W czwartek o godz: 14.00 przy zimnym zacinającym wietrze Huragan podejmował graczy z Legionowa, którzy przed tym meczem byli na trzecim miejscu w lidze.
Mecz zaczął się od mocnego uderzenia gospodarzy, bo już w 1 minucie Nagraba z ostrego kąta strzela w długi róg i w ten sposób Huragan szybko objął prowadzenie, od początku ustawiając grą pod siebie. „Nafciarze” częściej gościli na połowie Legionovii, atakując nieco chaotycznie, za to nie pozwalając rozgrywać piłki przyjezdnym. Chwilę później akcja z drugiej strony boiska, niestety do zbyt głębokiego podania nikt nie doszedł. Ale co się odwlecze… W 10 minucie podanie do wychodzącego Zbrzeźniak, który wykorzystuje niezdecydowanie bramkarza gości i delikatnie go lobując, dobija głową. I jest 2:0. Po tej bramce, gra przesunęła się w środkową strefę boiska gdzie Huragan spokojnie kontrolował grę i stopował akcje przyjezdnych. Pierwsza groźna akcja gości była ok. 20 minuty, po złym wybiciu z „piątki” stopera, piłkę przejęli rywale i zarobili rzut wolny. Znakomity strzał w prawy róg bramki, ale obronną ręką wychodzi Wojdyna. I to by było na tyle z osiągnięć Legionovii w pierwszej połowie. Huragan umiejętnie przerywał ich akcje, lecz sam też miał czasami problemy ze stworzeniem sytuacji strzeleckich. Z reguły dochodzili do 25 metra i koniec. Ale w 28 minucie dobrym strzałem popisał się Maślany i mało brakowało, a byłoby trzy zero. Kilka minut później po ostrym dośrodkowaniu, obrońca z Legionowa strzeliłby „swojaka”, lecz minimalnie chybił. Przed przerwą po wrzutce z rożnego, jeszcze Zbrzeźniak miał szansę podnieść rezultat, ale piłka po jego uderzeniu przeszła tuż nad poprzeczką. Dwubramkowym prowadzeniem zakończyła się pierwsza połowa. Huragan miał przewagę, optycznie przeważał, choć w jego grze było zbyt dużo niedokładności.

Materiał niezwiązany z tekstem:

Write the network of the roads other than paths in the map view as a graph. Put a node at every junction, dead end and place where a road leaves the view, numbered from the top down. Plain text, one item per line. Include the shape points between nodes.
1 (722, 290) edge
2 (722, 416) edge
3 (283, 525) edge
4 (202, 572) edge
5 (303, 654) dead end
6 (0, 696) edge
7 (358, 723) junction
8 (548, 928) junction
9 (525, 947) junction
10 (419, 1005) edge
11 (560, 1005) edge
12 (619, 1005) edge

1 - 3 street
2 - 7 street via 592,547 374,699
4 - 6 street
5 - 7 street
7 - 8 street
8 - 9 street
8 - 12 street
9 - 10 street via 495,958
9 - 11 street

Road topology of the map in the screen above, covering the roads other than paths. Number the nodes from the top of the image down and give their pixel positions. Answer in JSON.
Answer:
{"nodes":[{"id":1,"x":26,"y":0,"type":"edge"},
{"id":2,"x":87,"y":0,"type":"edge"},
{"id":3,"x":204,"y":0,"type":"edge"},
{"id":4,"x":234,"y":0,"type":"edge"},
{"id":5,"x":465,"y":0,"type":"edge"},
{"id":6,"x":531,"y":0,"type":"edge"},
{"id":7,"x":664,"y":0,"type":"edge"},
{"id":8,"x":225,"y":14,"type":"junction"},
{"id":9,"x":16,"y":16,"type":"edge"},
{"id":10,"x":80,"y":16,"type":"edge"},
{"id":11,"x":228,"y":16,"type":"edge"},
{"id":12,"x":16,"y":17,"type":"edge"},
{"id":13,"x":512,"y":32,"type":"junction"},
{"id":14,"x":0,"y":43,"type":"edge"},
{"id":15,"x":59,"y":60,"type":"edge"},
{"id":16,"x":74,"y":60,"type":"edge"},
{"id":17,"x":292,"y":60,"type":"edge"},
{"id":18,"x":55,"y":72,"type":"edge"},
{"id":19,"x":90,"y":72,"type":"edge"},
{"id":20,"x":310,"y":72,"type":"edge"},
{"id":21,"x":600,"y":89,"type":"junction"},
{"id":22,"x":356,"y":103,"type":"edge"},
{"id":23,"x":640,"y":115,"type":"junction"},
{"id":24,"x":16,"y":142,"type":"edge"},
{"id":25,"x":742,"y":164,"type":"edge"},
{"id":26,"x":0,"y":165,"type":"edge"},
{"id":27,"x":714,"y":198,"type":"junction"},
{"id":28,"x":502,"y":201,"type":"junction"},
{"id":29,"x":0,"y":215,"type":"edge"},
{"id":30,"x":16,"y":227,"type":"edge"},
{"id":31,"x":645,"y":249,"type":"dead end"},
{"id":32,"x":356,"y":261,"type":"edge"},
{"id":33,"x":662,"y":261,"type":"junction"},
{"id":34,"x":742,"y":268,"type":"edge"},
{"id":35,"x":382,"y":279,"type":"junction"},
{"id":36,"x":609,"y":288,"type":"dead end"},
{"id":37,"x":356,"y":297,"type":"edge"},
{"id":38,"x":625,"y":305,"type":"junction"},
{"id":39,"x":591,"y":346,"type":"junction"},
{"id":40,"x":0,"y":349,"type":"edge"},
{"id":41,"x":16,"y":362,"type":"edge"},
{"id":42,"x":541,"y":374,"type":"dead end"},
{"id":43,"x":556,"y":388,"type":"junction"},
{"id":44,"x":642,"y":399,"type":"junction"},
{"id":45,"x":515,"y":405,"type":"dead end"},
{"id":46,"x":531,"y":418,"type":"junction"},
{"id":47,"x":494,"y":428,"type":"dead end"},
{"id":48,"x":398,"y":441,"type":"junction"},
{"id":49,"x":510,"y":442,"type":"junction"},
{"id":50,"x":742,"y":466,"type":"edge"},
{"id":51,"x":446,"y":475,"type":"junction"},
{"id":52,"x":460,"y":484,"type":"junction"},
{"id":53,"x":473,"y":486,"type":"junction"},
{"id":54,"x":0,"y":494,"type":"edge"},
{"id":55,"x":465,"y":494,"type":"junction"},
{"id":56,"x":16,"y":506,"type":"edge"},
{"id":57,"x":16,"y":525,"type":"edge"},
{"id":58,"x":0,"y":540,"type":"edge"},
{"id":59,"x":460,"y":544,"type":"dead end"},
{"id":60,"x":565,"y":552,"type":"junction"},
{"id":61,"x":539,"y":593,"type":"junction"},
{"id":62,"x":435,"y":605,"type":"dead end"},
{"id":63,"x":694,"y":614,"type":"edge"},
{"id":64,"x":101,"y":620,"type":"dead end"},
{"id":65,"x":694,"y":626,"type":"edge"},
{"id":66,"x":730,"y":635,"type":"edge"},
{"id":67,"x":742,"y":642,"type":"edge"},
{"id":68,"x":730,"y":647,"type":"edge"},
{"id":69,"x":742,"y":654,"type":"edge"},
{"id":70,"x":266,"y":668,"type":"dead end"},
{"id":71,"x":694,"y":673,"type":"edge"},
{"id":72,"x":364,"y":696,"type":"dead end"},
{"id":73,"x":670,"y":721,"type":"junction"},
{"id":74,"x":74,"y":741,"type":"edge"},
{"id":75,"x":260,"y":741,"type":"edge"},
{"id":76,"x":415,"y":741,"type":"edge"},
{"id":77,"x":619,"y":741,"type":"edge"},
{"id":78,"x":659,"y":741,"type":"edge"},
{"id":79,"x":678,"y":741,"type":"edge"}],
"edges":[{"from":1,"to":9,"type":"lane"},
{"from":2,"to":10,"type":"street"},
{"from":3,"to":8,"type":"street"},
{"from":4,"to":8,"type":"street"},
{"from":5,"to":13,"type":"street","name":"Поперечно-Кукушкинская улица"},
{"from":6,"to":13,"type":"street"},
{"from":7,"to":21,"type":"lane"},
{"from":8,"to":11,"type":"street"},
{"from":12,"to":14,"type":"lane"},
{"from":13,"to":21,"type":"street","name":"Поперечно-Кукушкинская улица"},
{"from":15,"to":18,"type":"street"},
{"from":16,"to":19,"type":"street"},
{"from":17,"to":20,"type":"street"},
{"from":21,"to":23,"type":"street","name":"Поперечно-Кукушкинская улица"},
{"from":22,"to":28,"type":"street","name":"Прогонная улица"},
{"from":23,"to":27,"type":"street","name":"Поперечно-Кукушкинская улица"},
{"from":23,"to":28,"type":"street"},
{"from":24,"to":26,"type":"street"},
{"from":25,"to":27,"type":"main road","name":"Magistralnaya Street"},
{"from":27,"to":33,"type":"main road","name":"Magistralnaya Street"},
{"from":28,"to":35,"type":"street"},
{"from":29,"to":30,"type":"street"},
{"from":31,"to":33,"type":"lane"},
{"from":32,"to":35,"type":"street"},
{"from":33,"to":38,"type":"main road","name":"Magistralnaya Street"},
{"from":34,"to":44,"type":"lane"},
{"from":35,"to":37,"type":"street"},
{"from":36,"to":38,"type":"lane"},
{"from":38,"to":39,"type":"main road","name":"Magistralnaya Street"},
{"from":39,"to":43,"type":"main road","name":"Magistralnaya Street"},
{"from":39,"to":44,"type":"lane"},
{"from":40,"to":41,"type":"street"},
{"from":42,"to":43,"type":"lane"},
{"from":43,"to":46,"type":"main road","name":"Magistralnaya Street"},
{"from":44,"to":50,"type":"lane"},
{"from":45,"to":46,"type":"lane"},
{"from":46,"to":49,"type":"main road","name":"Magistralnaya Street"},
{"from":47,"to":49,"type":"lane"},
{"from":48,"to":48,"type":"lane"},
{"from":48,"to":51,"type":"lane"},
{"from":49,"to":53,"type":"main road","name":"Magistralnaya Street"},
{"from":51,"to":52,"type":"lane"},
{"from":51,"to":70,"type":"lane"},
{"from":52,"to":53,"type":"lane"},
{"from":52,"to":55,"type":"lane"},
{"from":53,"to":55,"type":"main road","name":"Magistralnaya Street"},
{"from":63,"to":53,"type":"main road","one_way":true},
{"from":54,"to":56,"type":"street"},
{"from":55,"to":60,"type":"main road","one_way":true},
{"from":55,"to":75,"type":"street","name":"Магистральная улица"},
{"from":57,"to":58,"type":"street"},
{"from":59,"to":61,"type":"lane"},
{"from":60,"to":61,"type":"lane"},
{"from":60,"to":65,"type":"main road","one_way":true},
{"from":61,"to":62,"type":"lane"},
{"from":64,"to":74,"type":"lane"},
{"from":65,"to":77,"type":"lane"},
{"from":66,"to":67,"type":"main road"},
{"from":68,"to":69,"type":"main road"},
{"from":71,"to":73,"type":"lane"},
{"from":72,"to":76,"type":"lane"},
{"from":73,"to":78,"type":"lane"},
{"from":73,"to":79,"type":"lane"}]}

Na drugie 45 minut goście wyszli bardziej zmobilizowani i być może częściej byli w posiadaniu piłki, ale niewiele z tego wynikało. Atakowali, lecz przy strzałach strasznie pudłowali. W 60 minucie, napastnik Legionovii wyszedł sam na sam z Wojdyną, piłka mu zeszła i gola nie było. Huragan grał swoje, nie wysilał się i momentami niemiłosiernie głupio tracił piłkę, a przy tym nie dał jej też rozgrywać przeciwnikom. W 67 minucie rzut wolny dla wołominiaków, krótkie rozegranie, strzał Zbrzeźniaka w prawy róg bramki obok muru i ponownie bramkarz gości wyjmuje piłkę z siatki. A więc 3:0. W zasadzie do końca nic ciekawego się nie wydarzyło.
Trzeba dodać, że gdyby podania naszych „seniorów” były lepiej adresowane, wynik na pewno byłby wyższy. W destrukcji podopieczni Wiesława Jadczaka są naprawdę świetni, gorzej z konstruowaniem akcji, brakuje celnych podań do napastników i strzałów z daleka, ale z drugiej strony prowadząc 3:0 i całkowicie kontrolując wydarzenia na boisku, po co tyle biegać i marnować siły. Trzeci mecz i trzecie zwycięstwo wołominiaków, dowodzi iż Huragan dobrze jest przygotowany do sezonu i będzie się liczył w walce o awans. Następny mecz będą grali 22 kwietnia z Sępem Ursynów na wyjeździe.
Skład: Wojdyna, Miałkowski, Bakun, Gostyński, Maślany (Biesiada), Rutkowski, Szczupak, Koryciński, Zbrzeźniak, Nagraba, Lubaczewski (Matryba), I trener – Wiesław Jadczak II trener ” Marek Kamiński.